Engine, Prop and Fittings

With the engine now in place we connect up the propeller shaft and put in new gland packing and grease up.
(Unfortunately we were unable to procure a two blade propeller with the universal coupling so the three blade propeller was reinstalled and Peggy remained a coble that could not be beached because the propeller shaft had to remain in the locked down position – MD).

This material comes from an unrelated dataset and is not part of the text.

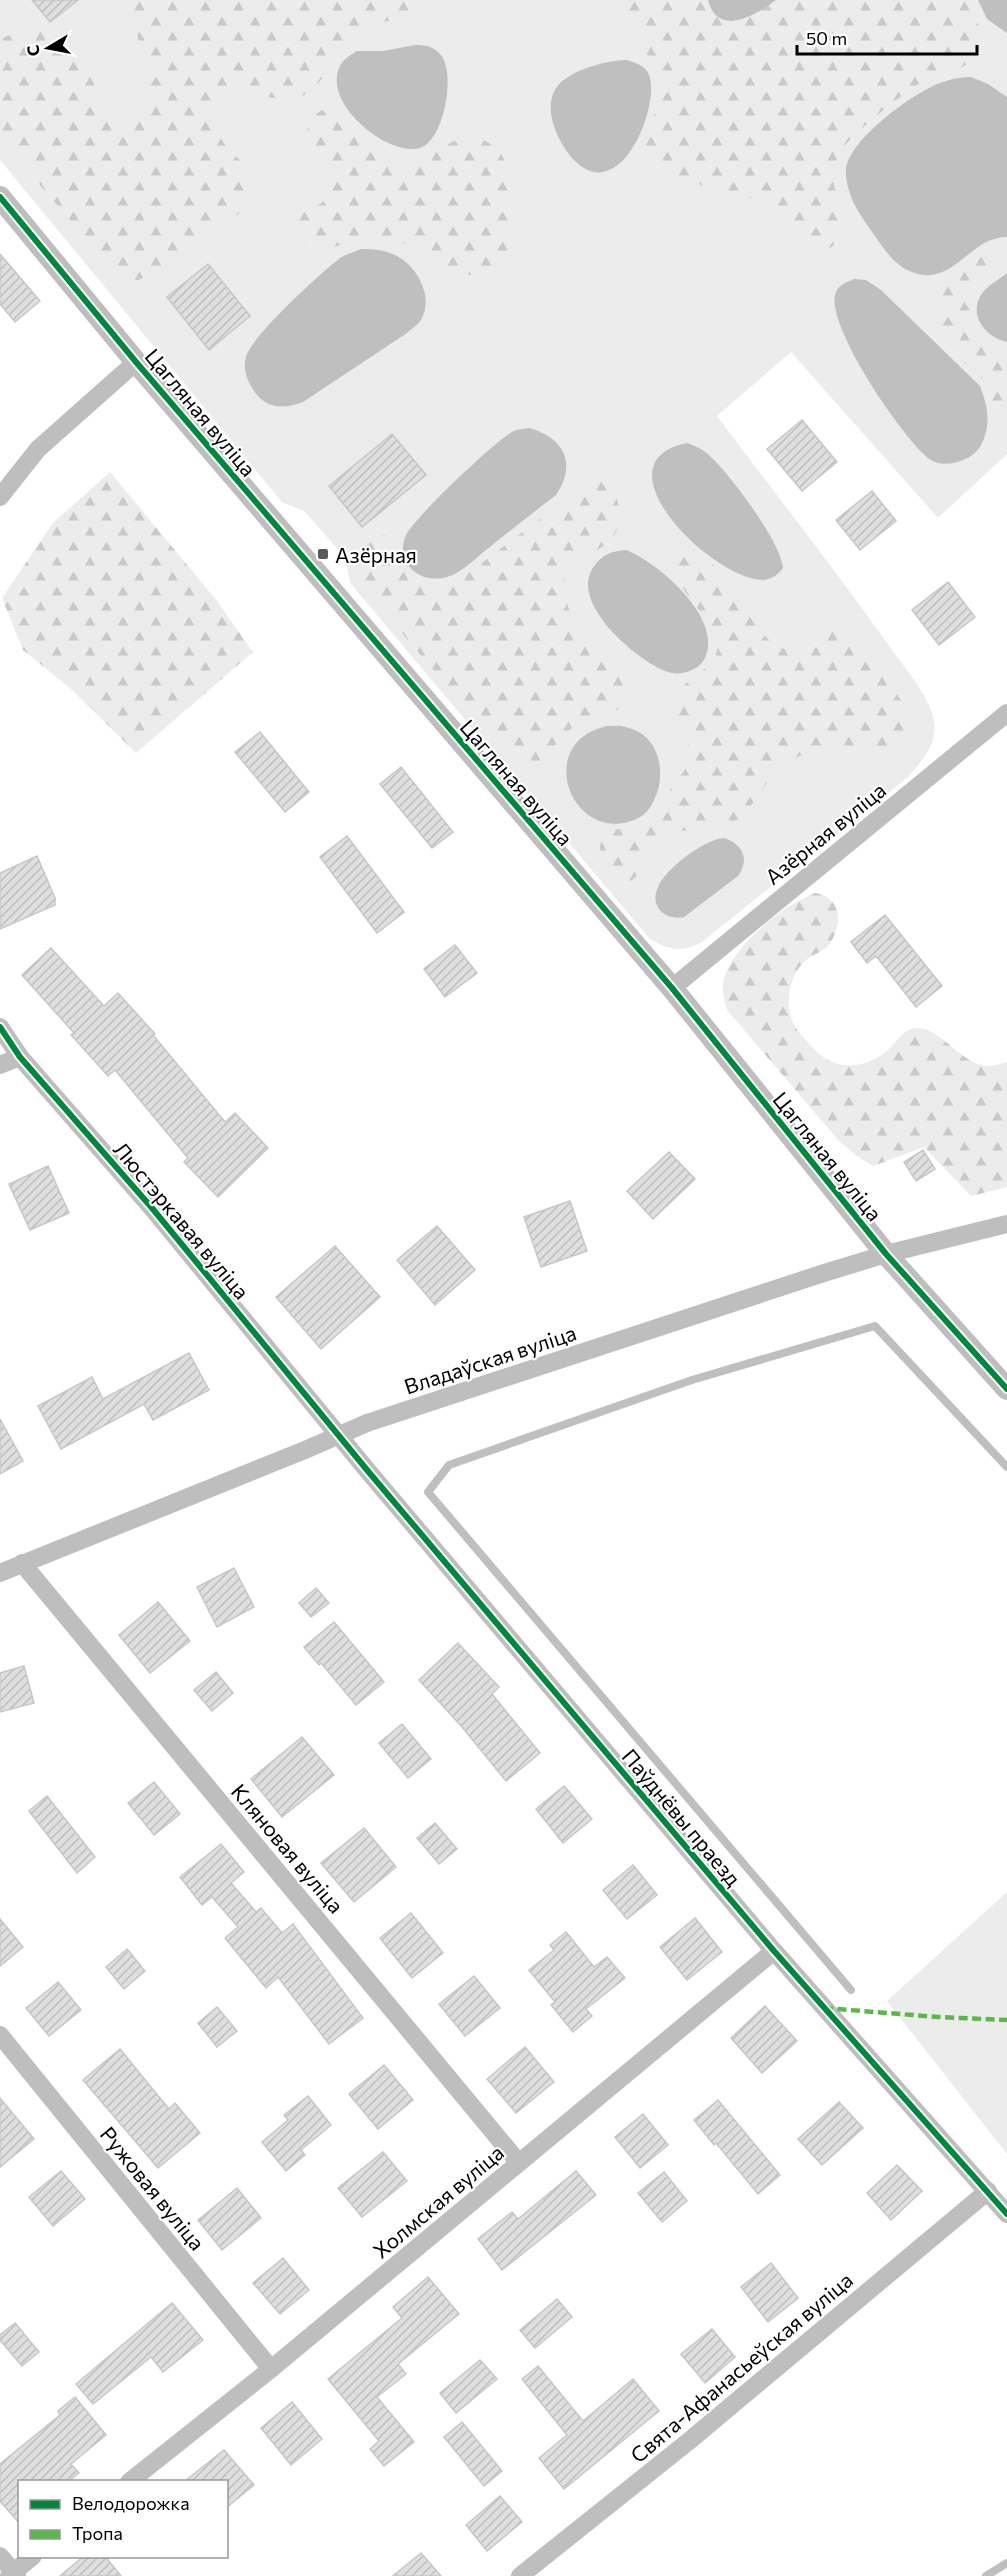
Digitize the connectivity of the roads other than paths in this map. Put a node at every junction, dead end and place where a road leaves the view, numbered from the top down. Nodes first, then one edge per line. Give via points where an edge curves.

The propeller and shaft on this boat is unusual and becoming quite rare, it is designed to be lifted up between the bilge keels when the boat is beached, but also to reduce the drag effect when under sail the propeller is also unusual as it only has two blades enabling it to gain maximum height between the bilge keels.
Just to the front of the inspection box there is a stern gland installed in the vertical position the shaft through this has 2 holes drilled through for the 2 positions raised or locked down when in use.
To make this work the lift on the outboard propeller shaft close to the gland there is a universal joint then a second shaft goes into a swivel bearing on the end of the upright shaft. This works well and is a proven design, only problem it can rattle and vibrate a bit when in use.

Page 20.

Fittings

Now its time for a change in material. It’s iron work we need with the help of our faithful stove and the gas torch its making the sailing gear and the rudder fittings, lots of heat, the anvil and big hammers.
We make three large sailing hooks, two fixing points and two shroud plates.
Two plates to fit on the rudder with long pins, these are always about 9 inches long the reason being you don’t want the rudder to jump out the eye plates in bad weather. A plate for the bottom pin to fit through will be bolted through the base of the horseshoe and on the inside of these bolts a plate with a ring welded on to take the stern mooring ropes.
The top pin on the rudder goes through the back edge of the oak scut.

Page 21.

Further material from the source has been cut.